It was a blistering 90 degrees, and humid, on a Saturday in September on the campus of Duke University, the football field transformed into a sauna. Midway through the third quarter, the opposing inside linebacker sacked Duke’s quarterback with a crushing blow.
The linebacker suddenly felt an unusual sensation — weakness — sweeping through his body. He tried to make it to the sideline but his muscles cramped, and his legs shut down as he nearly collapsed onto the trainer’s table. His hand was put into a device that vacuum-sealed his mid forearm down to his fingertips, and then … his body began to cool.
“It completely changed everything,” recalled Shayne Skov, Stanford’s All-American linebacker. “Within about five minutes, I almost felt as fresh as I did when the game started.”
The Cardinal football team, which won in a 44-14 rout that day in 2011, started using the device known as the Glove in 2002 to help with player recovery, and other teams at Stanford, and in the National Football League, have used it as well.
Stanford biologists Craig Heller and Dennis Grahn created the first generation of the cooling glove in 2000, after years of research on thermoregulation. It deals with the concept of thermal portals.
“These thermal portals reside on the palms of our hands and soles of our feet and this is how we, as humans, dissipate our heat,” said Brandon Marcello, director of sports performance at Stanford. “Animals have thermal portals also. Dogs have them on their tongues, rabbits have them on their ears and humans just happen to have them on their feet and hands.”
Marcello has been at Stanford since 2007, and he learned about the cooling glove in a meeting with Heller. Heller demonstrated the glove’s benefits and effects, and Marcello immediately brought the device to the Stanford athletics program.
“This device can cool you down faster by pulling the heat out of your thermal portals and replacing that heat with the cold fluid that runs from the cooler, through the entire glove,” Marcello said. “This drops your core body temperature, resulting in an enhanced performance effect.”
According to Marcello, if the body doesn’t expend energy in recovery as it tries to cool itself down, it can redirect that energy towards achieving an extended peak performance.
“It creates a negative pressure gradient so the portals stay open,” Marcello said, “and then there is a circulation of water, which goes through the glove, and it removes the heat from the body.”
Skov, who won numerous awards during his final season at Stanford as one of the nation’s top defensive players, said he used the glove about 10 times during his college career, in games as well as practices.
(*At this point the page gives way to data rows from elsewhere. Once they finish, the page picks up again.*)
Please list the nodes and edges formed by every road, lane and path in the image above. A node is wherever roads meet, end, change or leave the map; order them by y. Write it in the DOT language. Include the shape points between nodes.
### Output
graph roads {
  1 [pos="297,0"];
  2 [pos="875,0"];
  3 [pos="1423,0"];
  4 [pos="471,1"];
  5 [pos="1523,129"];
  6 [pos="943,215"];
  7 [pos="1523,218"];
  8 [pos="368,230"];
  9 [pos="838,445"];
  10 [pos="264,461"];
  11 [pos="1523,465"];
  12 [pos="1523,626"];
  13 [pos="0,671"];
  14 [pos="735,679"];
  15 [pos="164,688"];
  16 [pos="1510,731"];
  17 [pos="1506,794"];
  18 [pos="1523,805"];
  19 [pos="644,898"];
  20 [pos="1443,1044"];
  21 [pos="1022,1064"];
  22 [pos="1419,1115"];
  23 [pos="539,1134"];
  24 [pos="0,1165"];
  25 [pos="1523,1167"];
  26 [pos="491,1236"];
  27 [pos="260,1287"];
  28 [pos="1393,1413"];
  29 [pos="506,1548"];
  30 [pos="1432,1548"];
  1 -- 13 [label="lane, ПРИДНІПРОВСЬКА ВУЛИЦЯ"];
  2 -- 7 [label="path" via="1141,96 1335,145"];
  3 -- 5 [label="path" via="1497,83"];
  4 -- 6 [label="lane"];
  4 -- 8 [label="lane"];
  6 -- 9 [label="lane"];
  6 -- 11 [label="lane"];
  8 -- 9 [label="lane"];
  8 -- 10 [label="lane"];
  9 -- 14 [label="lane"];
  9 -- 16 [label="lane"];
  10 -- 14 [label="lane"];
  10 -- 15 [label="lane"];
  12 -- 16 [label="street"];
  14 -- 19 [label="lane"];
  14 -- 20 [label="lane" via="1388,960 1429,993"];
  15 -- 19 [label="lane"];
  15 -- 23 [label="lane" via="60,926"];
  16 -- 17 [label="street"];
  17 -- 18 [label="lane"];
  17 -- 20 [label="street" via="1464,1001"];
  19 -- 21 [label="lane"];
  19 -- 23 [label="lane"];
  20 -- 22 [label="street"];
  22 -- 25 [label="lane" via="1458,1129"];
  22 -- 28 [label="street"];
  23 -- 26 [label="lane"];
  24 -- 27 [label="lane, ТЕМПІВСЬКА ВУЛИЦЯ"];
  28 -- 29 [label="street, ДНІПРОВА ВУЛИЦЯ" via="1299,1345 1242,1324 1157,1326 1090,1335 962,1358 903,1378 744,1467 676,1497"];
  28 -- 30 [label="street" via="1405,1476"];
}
He credits some of his success on the field to the glove.
“There have been at least six or seven instances during games where if I hadn’t used it,” Skov said, “I would have definitely been sidelined with cramps or passed out due to exhaustion.”
Unlike recovery techniques such as ice bathing, the cooling glove can be used during competition. Hot weather can have dramatic effects, and the cooling glove can help those physically drained athletes to a more rapid recovery.
Steve DiLustro, sports and performance coach for Stanford’s baseball team, has been using the cooling glove with his players for the past five years.
“We use the glove to cool off our guys, specifically our starting pitchers,” DiLustro said, “whenever we go to a hot environment like Arizona or anywhere where the temperature and humidity is high.”
In such scenarios, Stanford players will go to DiLustro in the dugout between innings, and he will hook them into the device. Depending on how long an inning lasts, this can give the athlete sufficient time to feel the glove’s rejuvenating effects.
Kenny Diekroeger — the former Stanford second baseman now in the Kansas City Royals minor league system — used the glove at the Super Regionals in North Carolina in 2011.
“The temperature and humidity was over 100 (degrees),” Diekroeger said. “I put my hand in the glove for a couple minutes after the first inning and instantly could feel my body cooling down and I stopped sweating. It boosts you back to 100 percent pretty much. It was honestly crazy the effect it had on me.”
The cooling glove is a lightweight mobile device. You only need to have ice water in the cooler portion of the glove and make sure the battery is charged.
Daniel Garza, former Stanford doctor and team physician for the 49ers, who died last October, brought the cooling glove to the franchise.
“We use the glove primarily for health reasons. But outside of sports, it has potential for a lot of exciting things,” Garza said in a 2008 interview with the San Francisco Chronicle. “This technology is a much more effective way of cooling the core temperature than what we would typically do — misting, fanning, cold towels, fluids.”
The military has started using the glove to help keep soldiers on the field of battle, under intense conditions. It is also being used to help treat stroke and heart attack victims.
Heller and Grahn are co-founders of the AVAcore Technologies Group, which was formed in 2000, about the time the glove was first developed. AVAcore Technologies is the only company that sells the patented cooling glove device, which originally cost about $2,500. A second generation of the glove now retails for $995 on the AVAcore website.
“I don’t know if it’s the future,” Marcello said, “but it definitely is the present. People are going to continue to use this device and it is a huge part of the recovery puzzle, as well as a necessary piece for an athlete’s success.”